> _Collected data_
+++
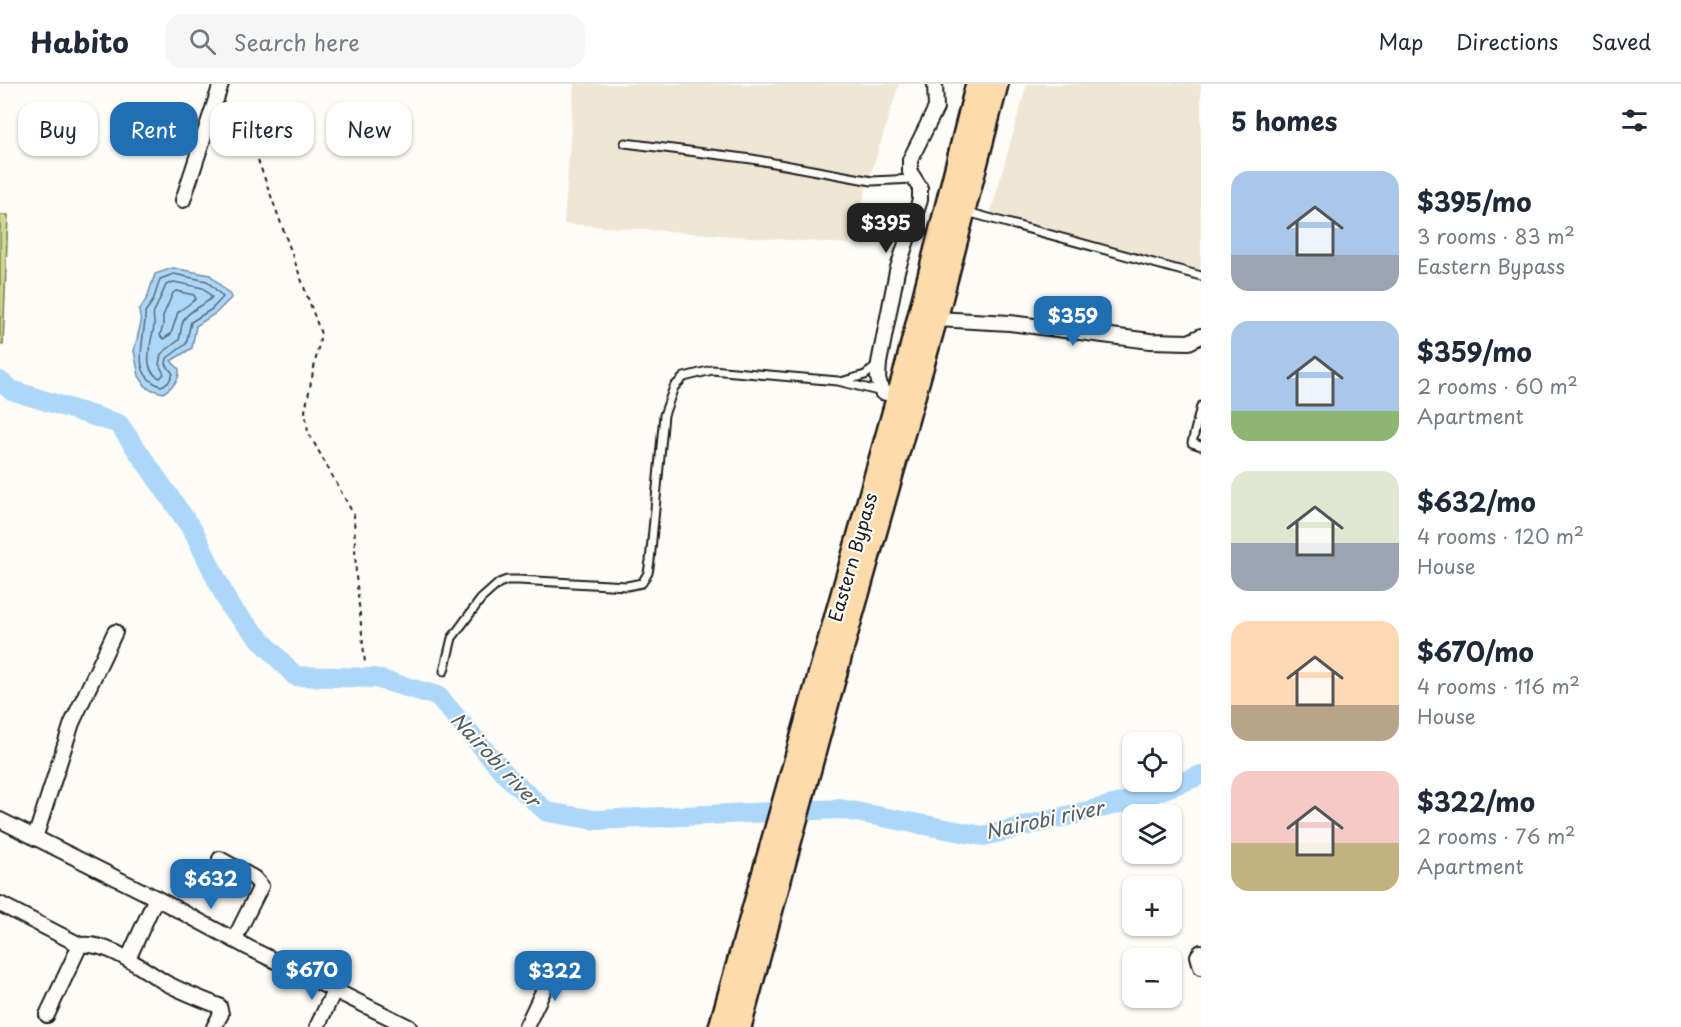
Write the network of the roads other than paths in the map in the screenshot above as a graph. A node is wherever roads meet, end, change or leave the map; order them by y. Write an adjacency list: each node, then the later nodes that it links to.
1 (221, 84): 7 (street)
2 (935, 84): 6 (street)
3 (977, 84): 14 (main road, Eastern Bypass)
4 (997, 84): 8 (main road, Eastern Bypass)
5 (625, 142): 6 (lane)
6 (914, 179): 12 (street)
7 (183, 200)
8 (964, 212): 9 (lane); 10 (main road, Eastern Bypass)
9 (1201, 276)
10 (936, 319): 11 (street); 19 (main road, Eastern Bypass)
11 (1201, 336)
12 (879, 363): 13 (lane); 14 (street)
13 (838, 381): 14 (lane); 18 (lane)
14 (890, 394): 19 (main road, Eastern Bypass)
15 (1201, 406): 16 (lane)
16 (1201, 446)
17 (115, 632): 21 (street)
18 (444, 671)
19 (798, 777): 22 (main road, Eastern Bypass)
20 (0, 820): 21 (street)
21 (35, 838): 24 (street)
22 (778, 854): 38 (main road, Eastern Bypass); 39 (main road, Eastern Bypass)
23 (220, 859): 26 (street)
24 (156, 898): 26 (street); 29 (street)
25 (0, 904): 27 (street)
26 (234, 940): 32 (street)
27 (80, 945): 29 (street); 33 (street)
28 (1201, 952): 31 (street)
29 (128, 959): 34 (street)
30 (556, 964): 37 (street)
31 (1201, 967)
32 (335, 989): 35 (street); 36 (street)
33 (47, 1015)
34 (213, 1027)
35 (317, 1027)
36 (408, 1027)
37 (526, 1027)
38 (720, 1027)
39 (740, 1027)

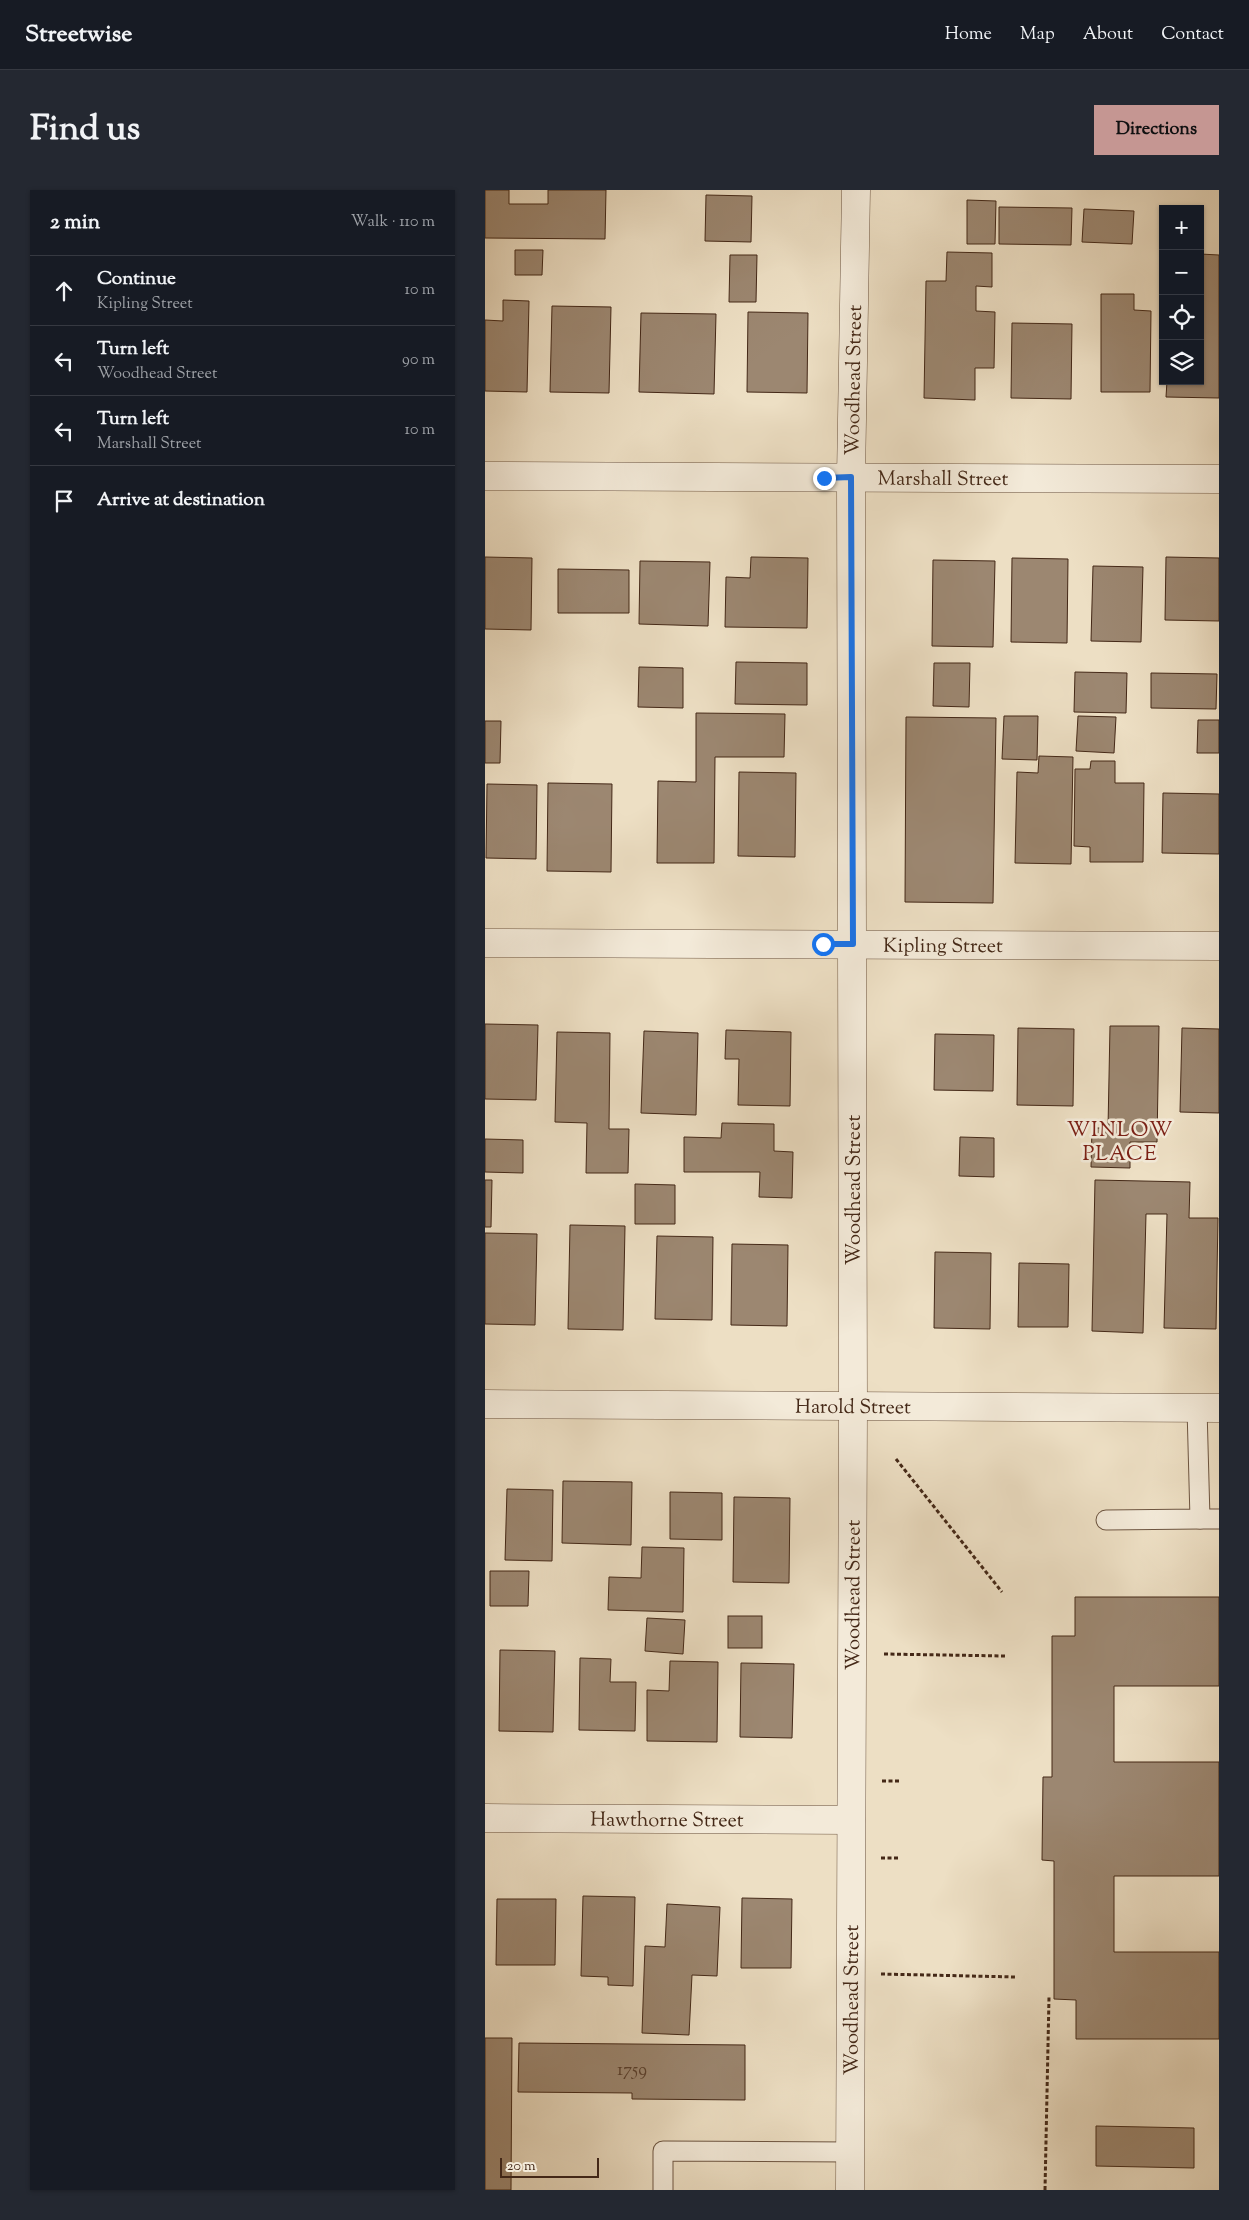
+++
> _Instructions for the task_
Please retype every record exactly, leaving the pictures out.

> _Response to this exercise_
Write the network of the roads other than paths in the map in the screenshot above as a graph. A node is wherever roads meet, end, change or leave the map; order them by y. Write an adjacency list: each node, then the later nodes that it links to.
1 (221, 84): 7 (street)
2 (935, 84): 6 (street)
3 (977, 84): 14 (main road, Eastern Bypass)
4 (997, 84): 8 (main road, Eastern Bypass)
5 (625, 142): 6 (lane)
6 (914, 179): 12 (street)
7 (183, 200)
8 (964, 212): 9 (lane); 10 (main road, Eastern Bypass)
9 (1201, 276)
10 (936, 319): 11 (street); 19 (main road, Eastern Bypass)
11 (1201, 336)
12 (879, 363): 13 (lane); 14 (street)
13 (838, 381): 14 (lane); 18 (lane)
14 (890, 394): 19 (main road, Eastern Bypass)
15 (1201, 406): 16 (lane)
16 (1201, 446)
17 (115, 632): 21 (street)
18 (444, 671)
19 (798, 777): 22 (main road, Eastern Bypass)
20 (0, 820): 21 (street)
21 (35, 838): 24 (street)
22 (778, 854): 38 (main road, Eastern Bypass); 39 (main road, Eastern Bypass)
23 (220, 859): 26 (street)
24 (156, 898): 26 (street); 29 (street)
25 (0, 904): 27 (street)
26 (234, 940): 32 (street)
27 (80, 945): 29 (street); 33 (street)
28 (1201, 952): 31 (street)
29 (128, 959): 34 (street)
30 (556, 964): 37 (street)
31 (1201, 967)
32 (335, 989): 35 (street); 36 (street)
33 (47, 1015)
34 (213, 1027)
35 (317, 1027)
36 (408, 1027)
37 (526, 1027)
38 (720, 1027)
39 (740, 1027)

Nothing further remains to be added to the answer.